Something -- missing

You got:


line 0:-1 mismatched input '' expecting HYPHEN_MINUS

Not a great deal here, but pretty annoying in a 1000-line long source document.

After a close look, it looked very complex to determine where the error was coming from. Considering this case:


There " is ( something " missing

… The problem is obviously with the unclosed parenthesis. It’s easy to see (for a human) because parenthesis are paired delimiters: there is an opening and a closing one. The double quotes " is single in the sense it may be used for both opening and closing a block, depending on the context. In the example above, the Novelang parser started evaluating a parenthesized block, and the double quote looked like an unclosed block. How to handle this correctly?

— In order to avoid grammar bloat, the grammar emits some kind of events, telling it started parsing a block with such or such delimiter. The position of every token for a start delimiter is kept. If something goes wrong, the error message(s) will report the position of the unclosed delimiter.

— Event consistency check is scoped: if an unclosed delimiter is detected inside a paragraph, this should have no influence on the way unclosed delimiters are handled inside another paragraph.

— When trying to figure where is the opening delimiter with no closing counterpart, the trick is, to look at paired delimiters first. If something went wrong with paired delimiters, just report the errors about them. Otherwise, report errors with single delimiters.

I just checked this new feature into Github and the results are pretty good. Given source document like this (line numbers added for clarity):

1   ( s
2  t -- u
3  v )
4  
5  // w
6  x [ y
7  z //

Instead of a bunch of nonsense, Novelang now returns following problems:


2:2: Missing delimiter. For '--' there should be a matching '--' or '-_'
7:4: no viable alternative at input '\n'
6:2: Missing delimiter. For '[' there should be a matching ']'

This will be available in the next version (0.28.0). Keep informed reading this blog!

2009-05-10

Novelang-0.27.1 released!

Just a fix after I messed MIME type for rendered documents. As usual, available here.

Novelang-0.27.0 released!

Latest release available here.

Novelang-0.27.0 enhances the tag feature with standard HTML stylesheet displaying the list of user-defined tags. In a source document, tags are words preceded by an arrobas @. Levels, paragraphs, paragraphs inside angled bracket pairs (aka blockquotes) and cell rows (aka tables) may be tagged.

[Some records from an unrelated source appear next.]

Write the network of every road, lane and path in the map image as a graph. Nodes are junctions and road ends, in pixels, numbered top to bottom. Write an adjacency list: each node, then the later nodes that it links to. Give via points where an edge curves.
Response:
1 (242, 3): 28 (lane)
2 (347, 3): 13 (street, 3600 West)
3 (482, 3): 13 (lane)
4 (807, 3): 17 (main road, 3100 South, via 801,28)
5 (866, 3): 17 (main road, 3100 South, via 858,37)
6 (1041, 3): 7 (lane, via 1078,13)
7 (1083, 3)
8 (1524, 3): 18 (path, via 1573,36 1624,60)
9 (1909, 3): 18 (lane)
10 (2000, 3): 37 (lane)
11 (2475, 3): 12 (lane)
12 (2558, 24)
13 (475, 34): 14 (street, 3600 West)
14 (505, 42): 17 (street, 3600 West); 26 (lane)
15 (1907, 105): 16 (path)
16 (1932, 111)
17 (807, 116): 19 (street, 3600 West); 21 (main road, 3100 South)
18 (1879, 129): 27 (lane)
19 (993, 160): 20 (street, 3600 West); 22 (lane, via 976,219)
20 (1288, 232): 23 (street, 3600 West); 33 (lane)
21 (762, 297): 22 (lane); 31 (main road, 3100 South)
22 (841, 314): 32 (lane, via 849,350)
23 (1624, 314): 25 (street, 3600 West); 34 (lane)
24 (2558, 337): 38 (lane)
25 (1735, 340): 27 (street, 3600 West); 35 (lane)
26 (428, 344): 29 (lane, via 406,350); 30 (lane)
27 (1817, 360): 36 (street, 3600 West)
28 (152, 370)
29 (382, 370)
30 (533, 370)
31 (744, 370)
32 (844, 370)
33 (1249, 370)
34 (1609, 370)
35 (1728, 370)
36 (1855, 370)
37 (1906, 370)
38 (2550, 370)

  @javascript @performance
By now this feature all relies on Javascript 
running inside the Web browser.

HTML generated using default stylesheet renders tags like this, with a nice color set making tags distinguishable at a glance:

It is now possible to hide all the text which is not tagged, selecting tags in a list which appear on topright corner of HTML document, with a fixed position that keeps it always visible and a disclosure box which hides the list by default:

If a level or a set of paragraphs inside angled bracket pairs do have at least one of requested tags, it is displayed with all of its content. If a paragraph has at least one of requested tags, it is displayed, as all its parents (levels or set of paragraphs).

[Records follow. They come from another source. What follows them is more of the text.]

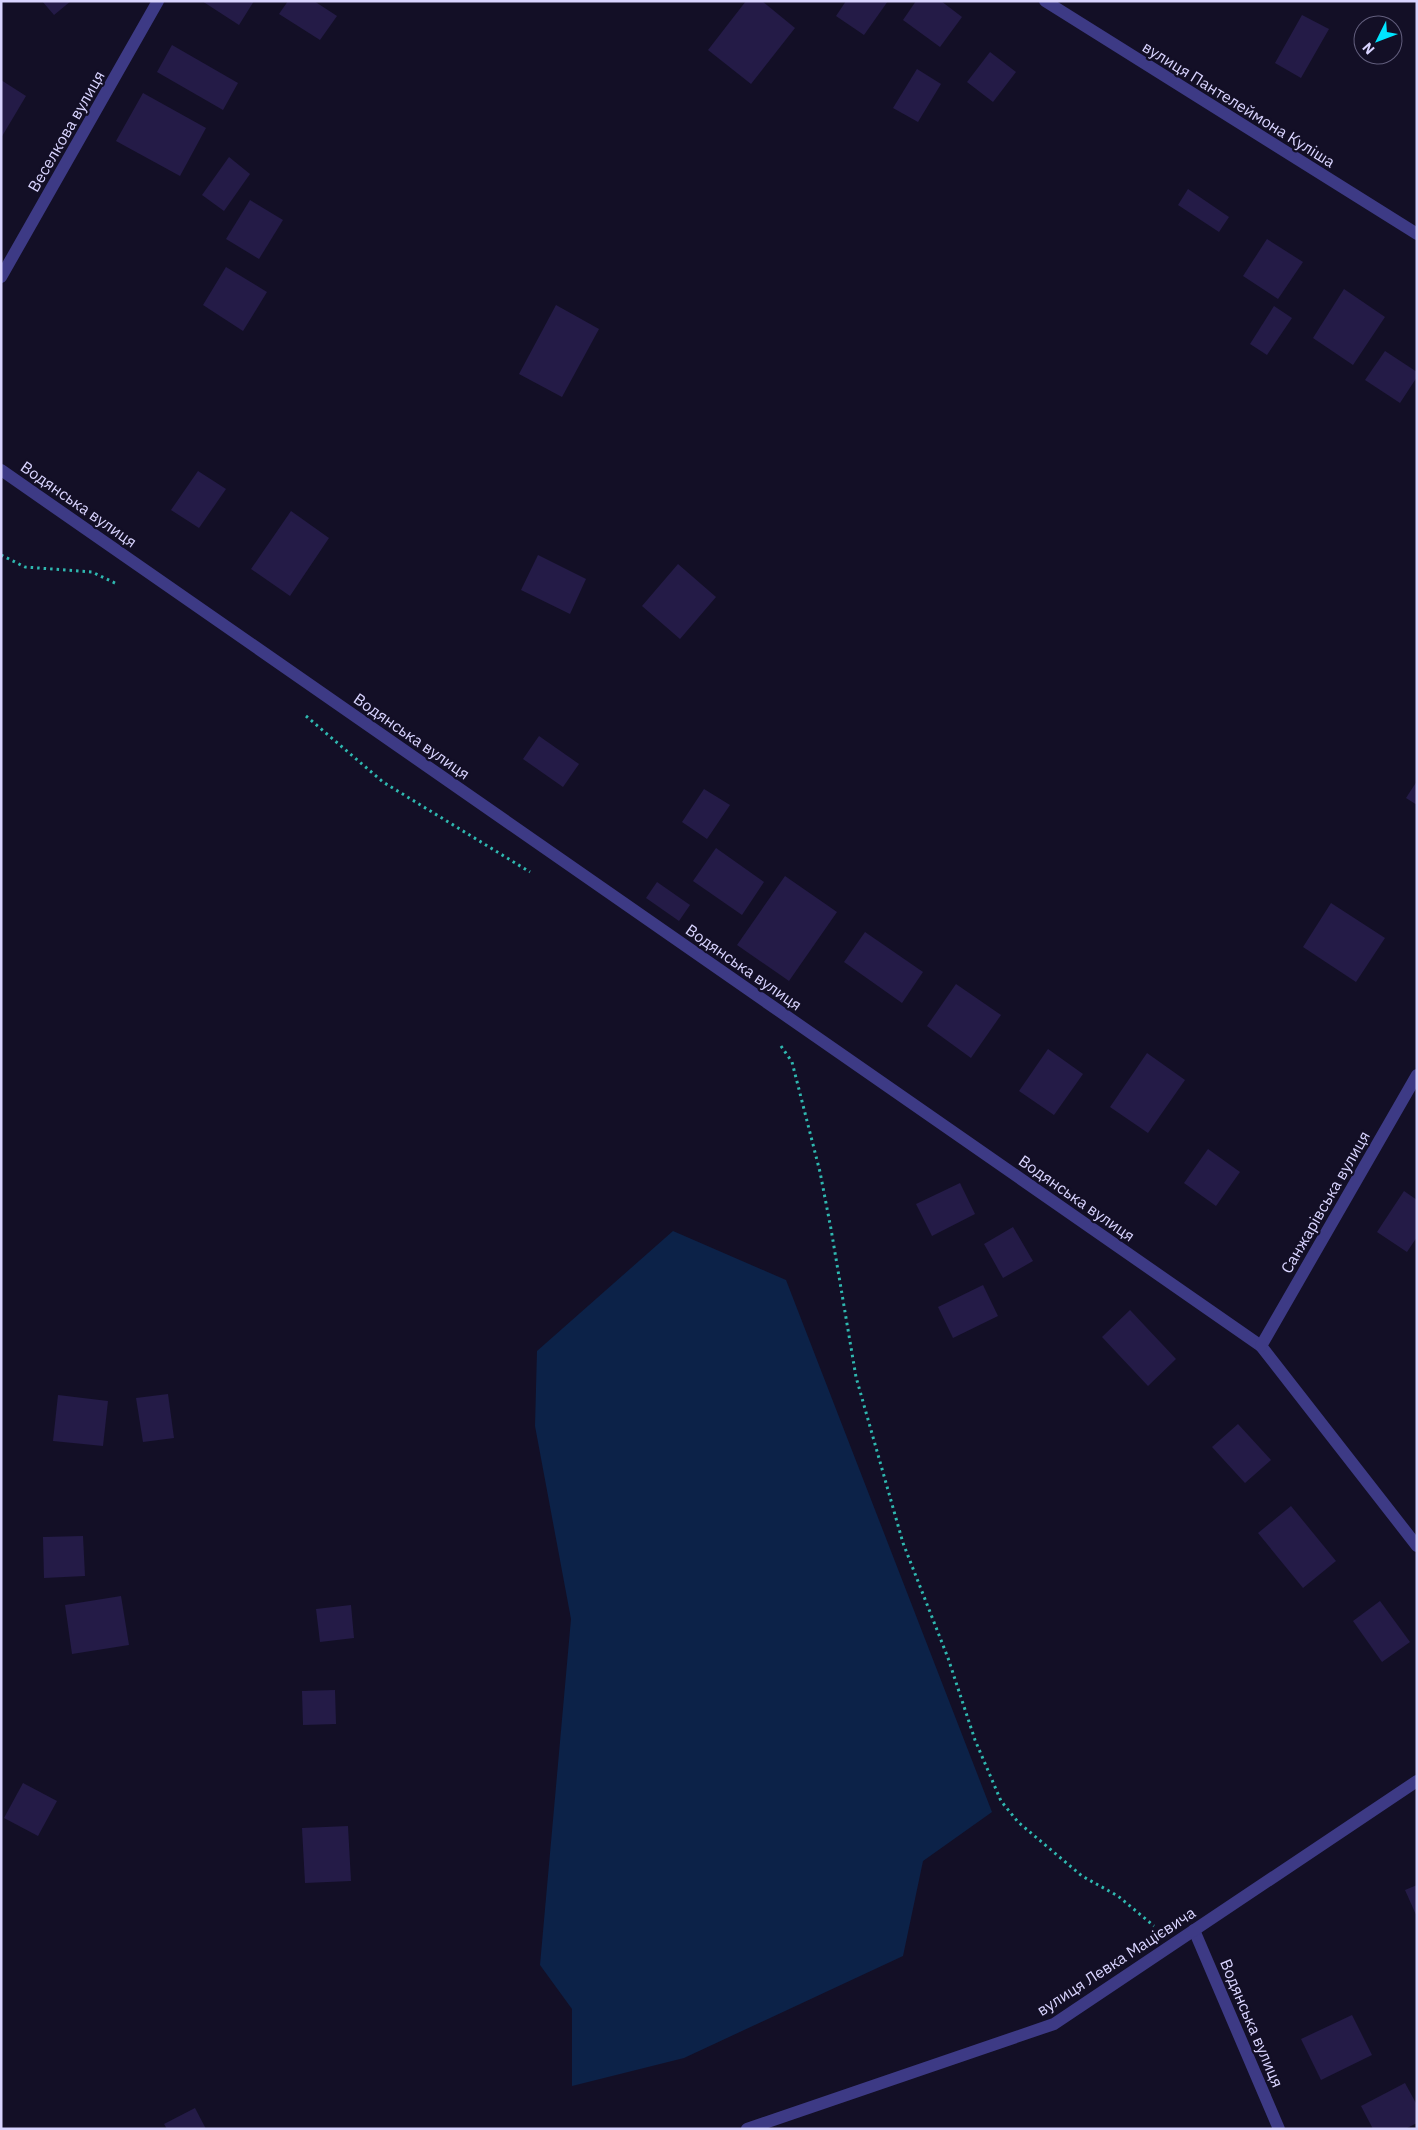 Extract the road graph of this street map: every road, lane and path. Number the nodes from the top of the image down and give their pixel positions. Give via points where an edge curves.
1 (158, 1) edge
2 (1044, 1) edge
3 (1417, 234) edge
4 (1, 277) edge
5 (1, 470) edge
6 (1, 555) edge
7 (126, 588) dead end
8 (303, 713) dead end
9 (530, 872) dead end
10 (776, 1043) dead end
11 (1417, 1075) edge
12 (1261, 1346) junction
13 (1417, 1546) edge
14 (1417, 1781) edge
15 (1194, 1930) junction
16 (1172, 1944) junction
17 (747, 2129) edge
18 (1279, 2129) edge

1 - 4 street, Веселкова вулиця
2 - 3 street, вулиця Пантелеймона Куліша
5 - 12 street, Водянська вулиця
6 - 7 path via 25,568 92,572
8 - 9 path via 383,782
10 - 16 path via 784,1048 795,1071 830,1219 856,1377 903,1543 948,1658 975,1740 1001,1801 1018,1822 1082,1876 1118,1896
11 - 12 street, Санжарівська вулиця
12 - 13 street, Водянська вулиця
14 - 15 street, вулиця Левка Мацієвича
15 - 16 street, вулиця Левка Мацієвича
15 - 18 street, Водянська вулиця
16 - 17 street, вулиця Левка Мацієвича via 1054,2024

By now this feature all relies on Javascript running inside the Web browser. This doesn’t scale on big documents (with lots of paragraphs and levels). For some big document with HTML generation taking about 13 s, selecting one tag takes more than 70 s and triggers several “slow script” warnings.

A more suitable approach would be to trim the AST (Abstract Syntax Tree) server-side. This requires passing parameters to the query. Because of pre-rendering processing, tag-based filtering would work for any other other format than HTML for free.

There would be less to do in Javascript; it would just update the tag list in order to reflect document’s state.